Mohamed El-Erian, the chief economic advisor of Allianz and chair of Gramercy Funds Management, has alerted that the Federal Reserve cannot hit its 2% inflation goal without damaging the U.S. economy. The economist proposed a higher stable inflation rate of between 3% and 4%.
Markets have reacted to the news and investors are beginning to accept that inflation rates are likely to remain higher than the Federal Reserve’s goal for a longer period of time. Kenneth Rogoff, a professor at Harvard University and former Fed economist, told Bloomberg Television Tuesday that “Back in the day, they should’ve said 3% instead of 2%,”.

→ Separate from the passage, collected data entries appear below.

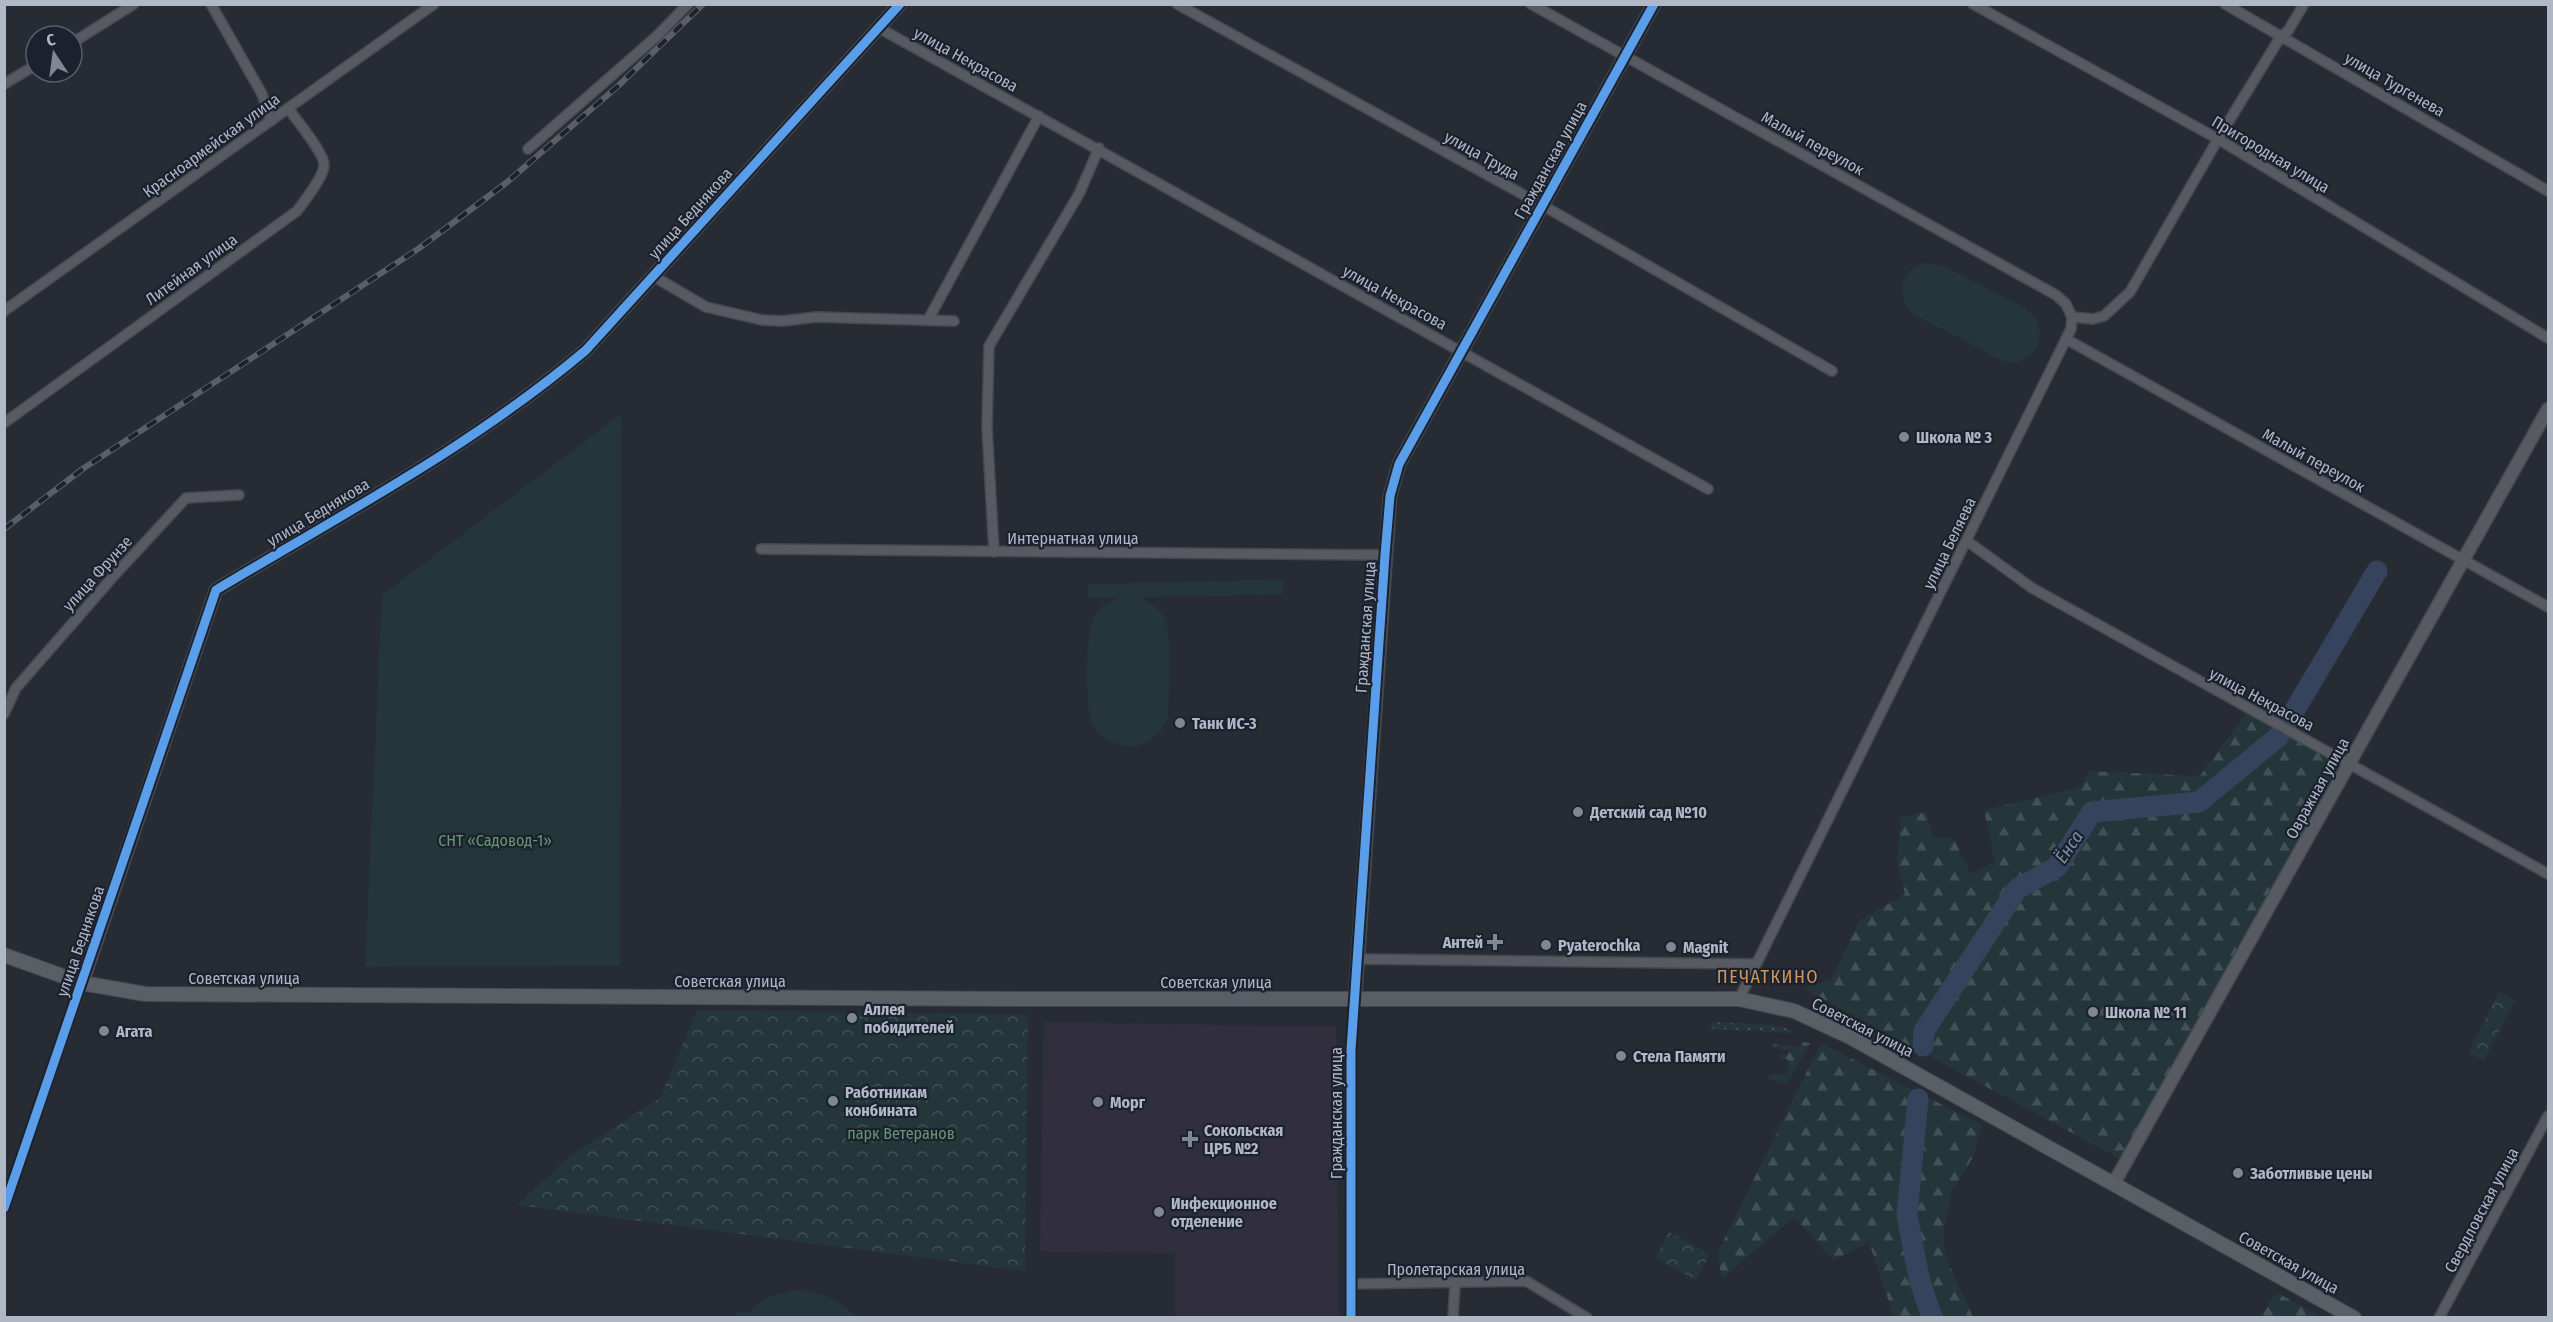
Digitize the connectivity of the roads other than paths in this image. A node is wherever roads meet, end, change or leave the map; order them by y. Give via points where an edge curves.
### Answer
1 (134, 4) edge
2 (211, 4) edge
3 (434, 4) edge
4 (688, 4) edge
5 (900, 4) edge
6 (1177, 4) edge
7 (1531, 4) edge
8 (1654, 4) edge
9 (1973, 4) edge
10 (2225, 4) edge
11 (2304, 4) edge
12 (879, 28) junction
13 (84, 35) edge
14 (2281, 36) junction
15 (1625, 56) junction
16 (24, 72) edge
17 (4, 84) edge
18 (288, 108) junction
19 (1039, 116) junction
20 (271, 121) junction
21 (2218, 139) junction
22 (1099, 148) junction
23 (528, 149) dead end
24 (2548, 191) edge
25 (1542, 205) junction
26 (653, 276) junction
27 (4, 311) edge
28 (2072, 317) junction
29 (928, 320) junction
30 (954, 321) dead end
31 (2548, 338) edge
32 (2066, 339) junction
33 (1461, 351) junction
34 (1832, 371) dead end
35 (2548, 409) edge
36 (4, 423) edge
37 (1708, 489) dead end
38 (239, 495) dead end
39 (1967, 541) junction
40 (760, 549) dead end
41 (994, 552) junction
42 (1385, 555) junction
43 (2464, 560) junction
44 (2548, 607) edge
45 (4, 714) edge
46 (2350, 764) junction
47 (2548, 874) edge
48 (4, 955) edge
49 (1358, 959) junction
50 (1756, 964) junction
51 (81, 983) junction
52 (1355, 998) junction
53 (1739, 999) junction
54 (2548, 1116) edge
55 (2114, 1183) junction
56 (4, 1208) edge
57 (1351, 1284) junction
58 (1455, 1284) junction
59 (1351, 1317) edge
60 (1453, 1317) edge
61 (1587, 1317) edge
62 (2354, 1317) edge
63 (2439, 1317) edge

1 - 13 street
2 - 20 street via 262,94
3 - 18 street, Красноармейская улица
4 - 23 street via 658,36
5 - 12 street, улица Беднякова
6 - 25 street, улица Труда
7 - 15 street, Малый переулок
8 - 15 street, Гражданская улица
9 - 21 street, Пригородная улица
10 - 14 street, улица Тургенева
11 - 14 street
12 - 19 street, улица Некрасова
12 - 26 street, улица Беднякова
14 - 21 street
14 - 24 street, улица Тургенева
15 - 25 street, Гражданская улица
15 - 28 street, Малый переулок via 2056,295
16 - 17 street
18 - 20 street, Красноармейская улица
18 - 36 street, Литейная улица via 324,166 297,211
19 - 22 street, улица Некрасова
19 - 29 street
20 - 27 street, Красноармейская улица
21 - 28 street via 2130,292 2104,316
21 - 31 street, Пригородная улица
22 - 33 street, улица Некрасова
22 - 41 street via 1079,194 989,345 987,427
25 - 33 street, Гражданская улица
25 - 34 street, улица Труда
26 - 29 street via 706,307 762,320
26 - 51 street, улица Беднякова via 586,350 544,386 458,444 216,591
28 - 32 street, улица Беляева
29 - 30 street
32 - 39 street, улица Беляева
32 - 43 street, Малый переулок
33 - 37 street, улица Некрасова
33 - 42 street, Гражданская улица via 1399,464 1390,496
35 - 43 street, Овражная улица
38 - 45 street, улица Фрунзе via 186,498 16,688
39 - 46 street, улица Некрасова via 2031,588
39 - 50 street, улица Беляева
40 - 41 street, Интернатная улица
41 - 42 street, Интернатная улица
42 - 49 street, Гражданская улица
43 - 44 street, Малый переулок
43 - 46 street, Овражная улица
46 - 47 street, улица Некрасова
46 - 55 street, Овражная улица
48 - 51 main road, Советская улица
49 - 50 street
49 - 52 street, Гражданская улица
50 - 53 street, улица Беляева
51 - 52 main road, Советская улица via 145,994
51 - 56 street, улица Беднякова
52 - 53 main road, Советская улица
52 - 57 street, Гражданская улица via 1351,1050
53 - 55 main road, Советская улица via 1794,1011 1829,1026
54 - 63 street, Свердловская улица
55 - 62 main road, Советская улица
57 - 58 street, Пролетарская улица
57 - 59 street, Гражданская улица
58 - 60 street
58 - 61 street, Пролетарская улица via 1526,1281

El-Erian, who is chairman of Gramercy Funds and a Bloomberg Opinion columnist, has warned that the Fed’s “data-dependent” approach is insufficient when it comes to dealing with supply-side developments such as energy transition, changes in supply chains due to the pandemic, a tight labor market, and shifting geopolitical issues. He believes that the most likely scenario is that inflation remains “sticky” and settles around 3% or 4%.
However, El-Erian cautioned that the Fed could not just change the inflation target when it has “missed it in such a big way”, as it would be a hit to the Fed’s credibility. He urged the Fed not to fall back into “complacency” and warned that “simplistic economic narratives…that entice those looking for shortcuts, often mislead much more than enlighten.”
The market is expecting the Fed to raise rates at least two more times this year. But according to Dominique Dwor-Frecaut, senior macro strategist at Macro Hive, the Fed funds rate could reach up to 8%, which has not been seen since 1985.
As the debate about the inflation target continues, El-Erian is clear that “the worst thing we can do is fall back into complacency.” Whatever happens, he says, “we need a view of where we’re going.